The night closed in, and slowly the crowds grew. I persuaded a young couple to part with a bagful of toffee wrappers, but it was a vain gesture, and as I gobbled them down straight from the bag, without even bothering to grind them up, they looked on with expressions of pure bewilderment, as if to say, Why would you do such a thing? As they walked away, embarrassed I think, I wanted to chase after them and make them read my sign. But I was too shy. Mulligan would have marched up to the young man and broken the sign over his head, whereas Captain Gusto was simply left there looking ridiculous.

Drunks hobbled by, the odd group of teenagers stopped and giggled, and one or two small offerings were accepted, ground and ingested. For pitiful amounts. After several hours of this I had garnered barely enough coins to run my idle fingers through as I waited, hands in pockets, next to The Machine.

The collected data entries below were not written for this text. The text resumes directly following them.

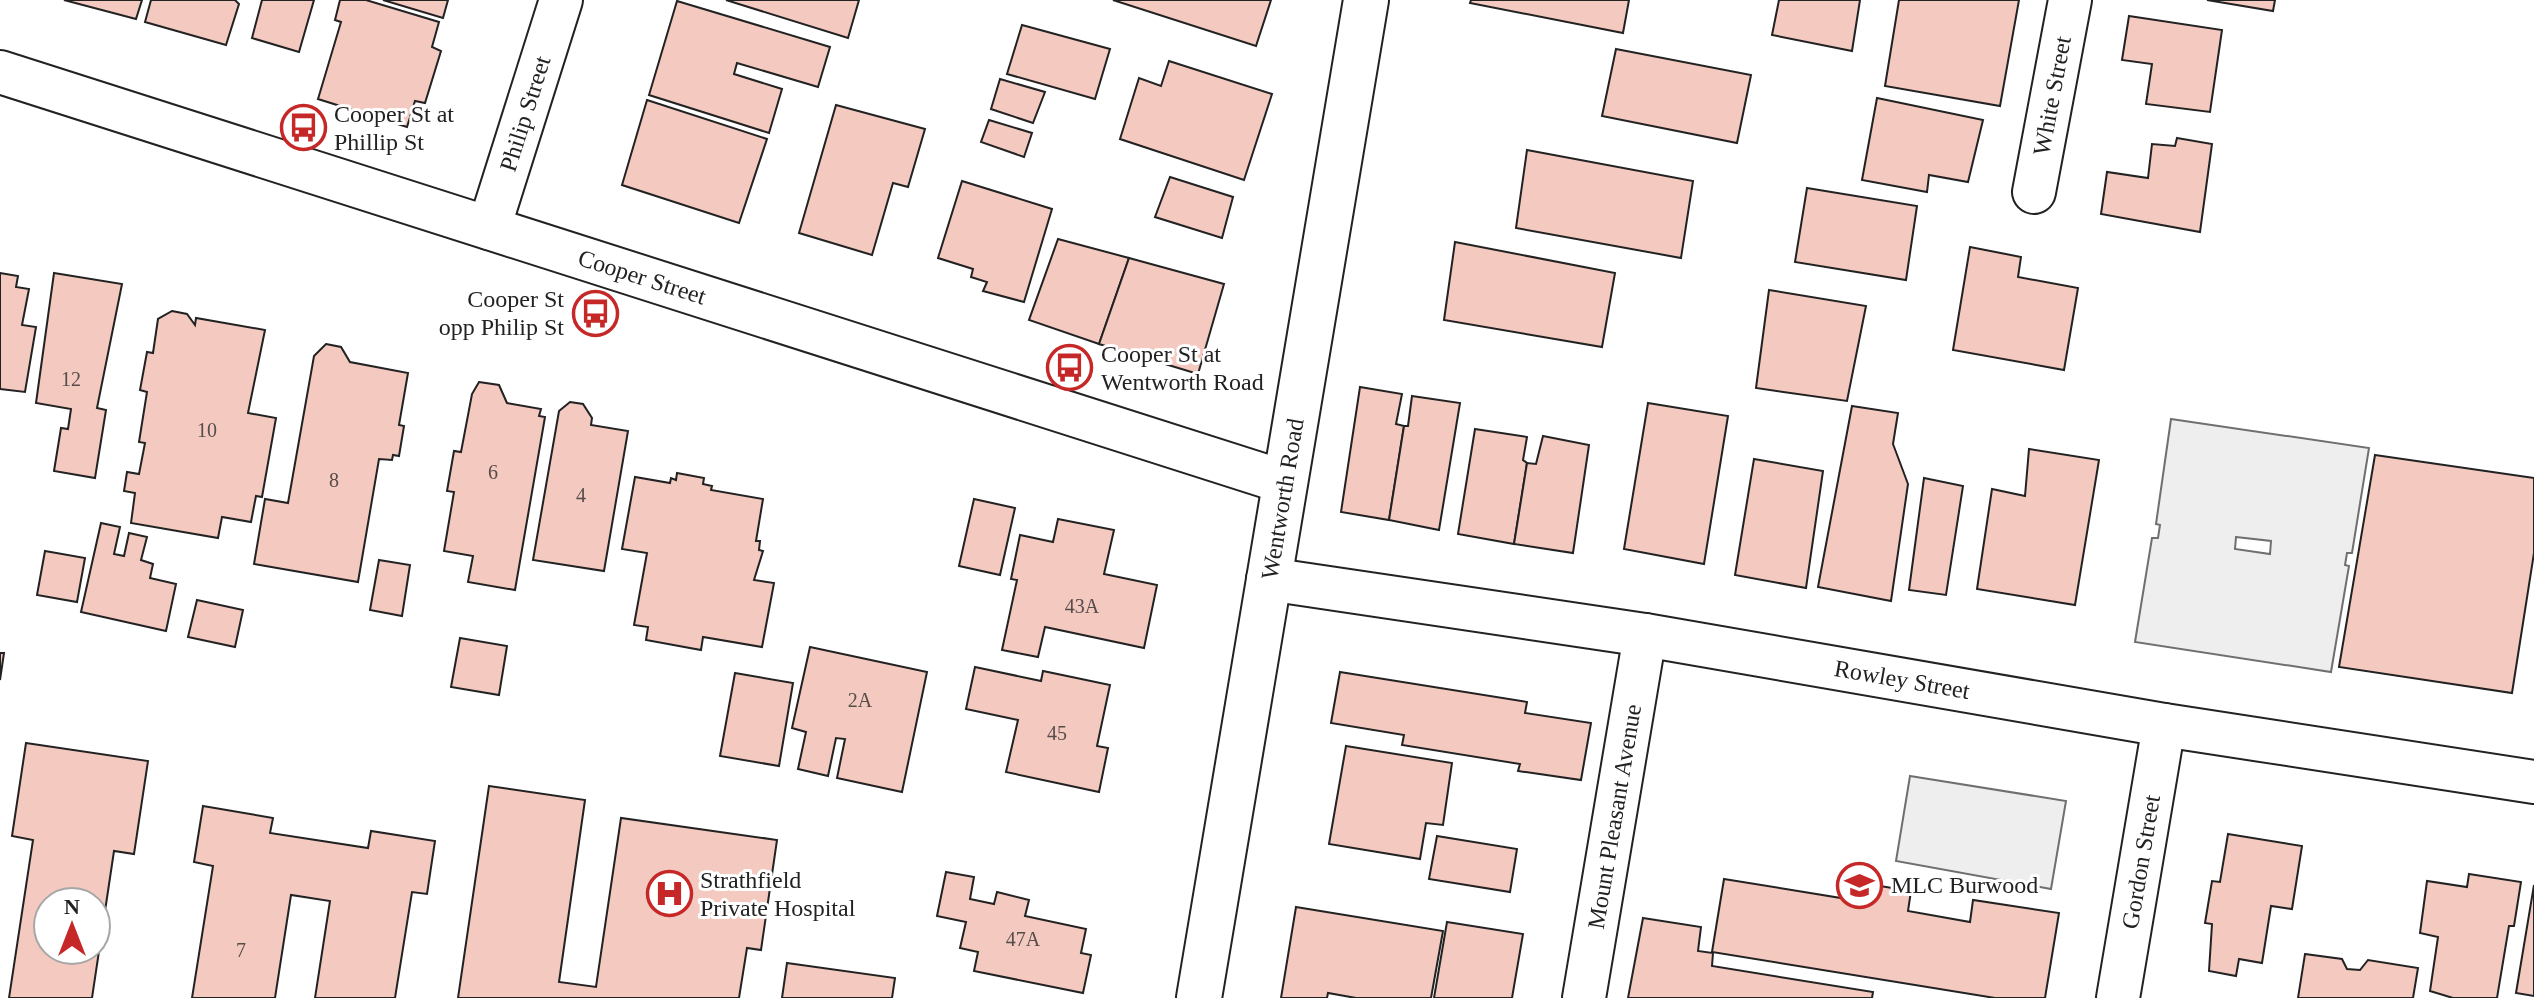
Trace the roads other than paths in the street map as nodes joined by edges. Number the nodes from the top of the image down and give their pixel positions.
1 (561, 0) edge
2 (1366, 0) edge
3 (2070, 0) edge
4 (0, 72) edge
5 (2034, 192) dead end
6 (489, 228) junction
7 (1284, 482) junction
8 (1268, 579) junction
9 (1645, 635) junction
10 (2164, 725) junction
11 (2534, 782) edge
12 (1199, 998) edge
13 (1584, 998) edge
14 (2118, 998) edge

1 - 6 street, Philip Street
2 - 7 street, Wentworth Road
3 - 5 street, White Street
4 - 6 street, Cooper Street
6 - 7 street, Cooper Street
7 - 8 street, Wentworth Road
8 - 9 street, Rowley Street
8 - 12 street, Wentworth Road
9 - 10 street, Rowley Street
9 - 13 street, Mount Pleasant Avenue
10 - 11 street, Rowley Street
10 - 14 street, Gordon Street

Then a straggle of men approached. They were all middle-aged, dressed in rough, old donkey jackets, and each one had a cigarette hanging from his bottom lip. They eyed up my sign mischievously, and from the way they bundled and shoved into one another I could tell they were interested in a bit of fun.

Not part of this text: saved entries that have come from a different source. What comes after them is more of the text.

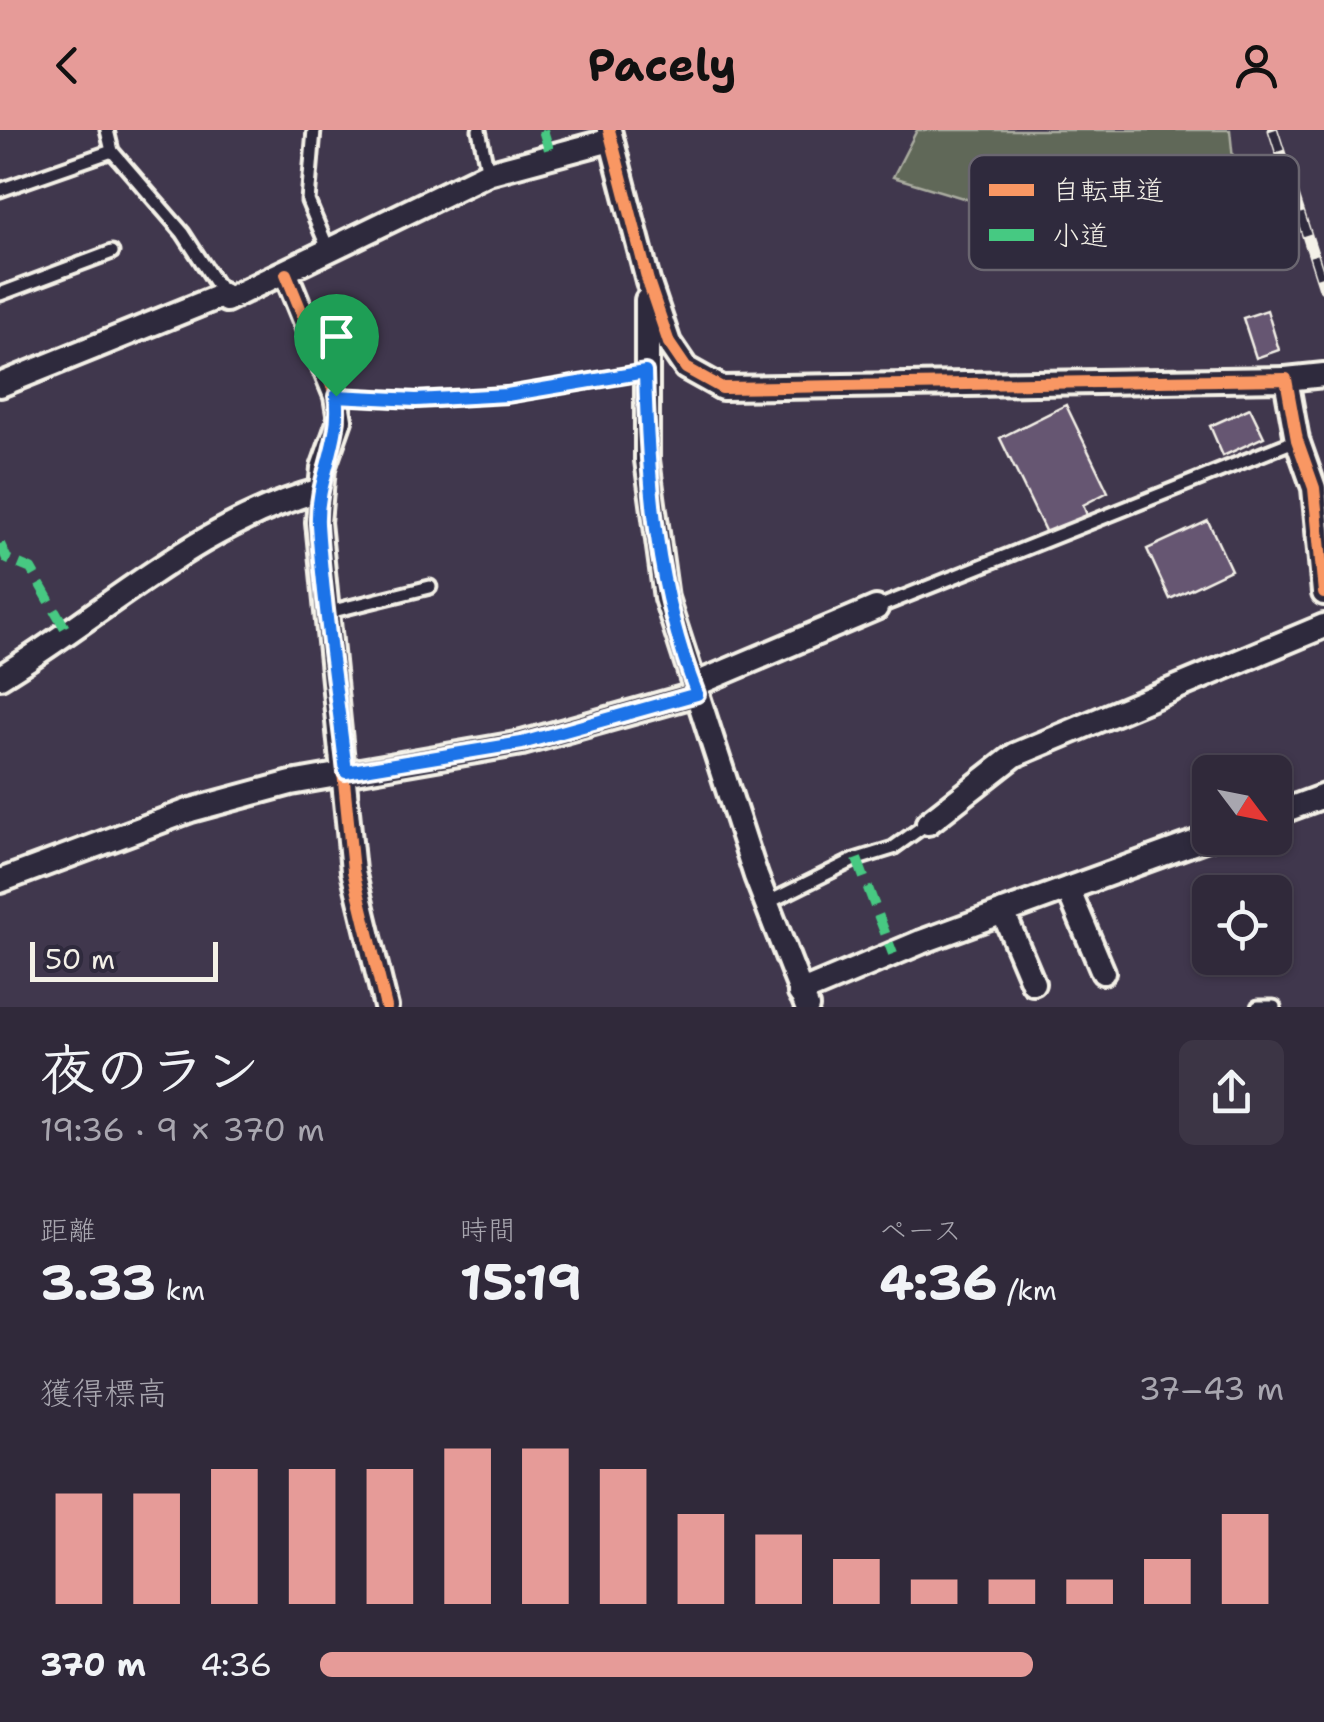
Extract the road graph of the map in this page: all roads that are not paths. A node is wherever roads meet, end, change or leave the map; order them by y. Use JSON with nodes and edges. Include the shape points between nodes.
{"nodes":[{"id":1,"x":108,"y":130,"type":"edge"},
{"id":2,"x":314,"y":130,"type":"edge"},
{"id":3,"x":480,"y":130,"type":"edge"},
{"id":4,"x":610,"y":135,"type":"edge"},
{"id":5,"x":112,"y":151,"type":"junction"},
{"id":6,"x":488,"y":173,"type":"junction"},
{"id":7,"x":0,"y":190,"type":"edge"},
{"id":8,"x":112,"y":252,"type":"dead end"},
{"id":9,"x":330,"y":253,"type":"junction"},
{"id":10,"x":286,"y":274,"type":"junction"},
{"id":11,"x":648,"y":282,"type":"junction"},
{"id":12,"x":0,"y":294,"type":"edge"},
{"id":13,"x":225,"y":298,"type":"junction"},
{"id":14,"x":645,"y":372,"type":"junction"},
{"id":15,"x":1324,"y":376,"type":"edge"},
{"id":16,"x":1286,"y":379,"type":"junction"},
{"id":17,"x":0,"y":385,"type":"edge"},
{"id":18,"x":336,"y":396,"type":"junction"},
{"id":19,"x":1297,"y":440,"type":"junction"},
{"id":20,"x":320,"y":490,"type":"junction"},
{"id":21,"x":430,"y":587,"type":"dead end"},
{"id":22,"x":1324,"y":593,"type":"edge"},
{"id":23,"x":876,"y":608,"type":"joint"},
{"id":24,"x":329,"y":612,"type":"junction"},
{"id":25,"x":1324,"y":626,"type":"edge"},
{"id":26,"x":0,"y":677,"type":"edge"},
{"id":27,"x":695,"y":690,"type":"junction"},
{"id":28,"x":346,"y":772,"type":"junction"},
{"id":29,"x":1324,"y":796,"type":"edge"},
{"id":30,"x":1292,"y":808,"type":"edge"},
{"id":31,"x":928,"y":824,"type":"joint"},
{"id":32,"x":1192,"y":843,"type":"edge"},
{"id":33,"x":0,"y":881,"type":"edge"},
{"id":34,"x":1068,"y":888,"type":"junction"},
{"id":35,"x":766,"y":903,"type":"junction"},
{"id":36,"x":1003,"y":912,"type":"junction"},
{"id":37,"x":1103,"y":972,"type":"dead end"},
{"id":38,"x":1033,"y":984,"type":"dead end"},
{"id":39,"x":803,"y":1000,"type":"edge"},
{"id":40,"x":386,"y":1007,"type":"edge"},
{"id":41,"x":1258,"y":1007,"type":"edge"},
{"id":42,"x":1274,"y":1007,"type":"edge"}],
"edges":[{"from":1,"to":5,"type":"lane"},
{"from":2,"to":9,"type":"lane","via":[[308,201]]},
{"from":3,"to":6,"type":"lane"},
{"from":4,"to":6,"type":"street"},
{"from":4,"to":11,"type":"street"},
{"from":5,"to":7,"type":"lane"},
{"from":5,"to":13,"type":"lane","via":[[183,232]]},
{"from":6,"to":9,"type":"street"},
{"from":8,"to":12,"type":"lane"},
{"from":9,"to":10,"type":"street"},
{"from":10,"to":13,"type":"street"},
{"from":10,"to":18,"type":"street"},
{"from":11,"to":14,"type":"street"},
{"from":11,"to":16,"type":"street","via":[[669,343],[686,368],[722,388]]},
{"from":13,"to":17,"type":"street"},
{"from":14,"to":18,"type":"lane","via":[[507,395]]},
{"from":14,"to":27,"type":"street","via":[[656,549]]},
{"from":15,"to":16,"type":"street"},
{"from":16,"to":19,"type":"street"},
{"from":18,"to":20,"type":"street","via":[[340,420]]},
{"from":19,"to":22,"type":"street","via":[[1314,488]]},
{"from":19,"to":23,"type":"lane"},
{"from":20,"to":24,"type":"street"},
{"from":20,"to":26,"type":"street","via":[[288,499],[159,565],[69,635]]},
{"from":21,"to":24,"type":"lane"},
{"from":23,"to":27,"type":"street"},
{"from":24,"to":28,"type":"street"},
{"from":25,"to":31,"type":"street","via":[[1016,755]]},
{"from":27,"to":28,"type":"street","via":[[522,743]]},
{"from":27,"to":35,"type":"street"},
{"from":28,"to":33,"type":"street","via":[[191,810]]},
{"from":28,"to":40,"type":"street","via":[[353,871]]},
{"from":29,"to":30,"type":"street"},
{"from":31,"to":35,"type":"lane","via":[[893,848]]},
{"from":32,"to":34,"type":"street"},
{"from":34,"to":36,"type":"street"},
{"from":34,"to":37,"type":"street"},
{"from":35,"to":39,"type":"street"},
{"from":36,"to":38,"type":"street"},
{"from":36,"to":39,"type":"street"},
{"from":41,"to":42,"type":"lane"}]}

‘At last!’ I said to myself, breathing a long sigh of relief as I prepared to launch into the long ritual which Mulligan, on hearing of my fairground style, had once mockingly named The Belly Auction. Proudly, I strutted up and down in front of The Machine, stroking my stomach with feigned pride, and began to sip from a beaker of the orange liquid which I always carried with me. Then I strode arrogantly up to them and held my sign in front of their noses. They were a dirty-looking bunch, and the smell which radiated from them I can recall still, a damp, earthy mixture of raw pastry and tobacco. But I knew how to get the best from a bunch of drunks. So, choosing the man with the shortest cigarette stub poking from his lips, I stepped up to him, plucked the smouldering butt from his mouth, snubbed it between thumb and forefinger too quickly to be seen, and popped it into my mouth. As usual, it provoked mild amusement, and also caused each of them to re-examine the extravagant claims which my sign announced. They went into conference and I, well accustomed to the inevitable course of the little drama, withdrew a couple of yards and resumed my boastful prowl.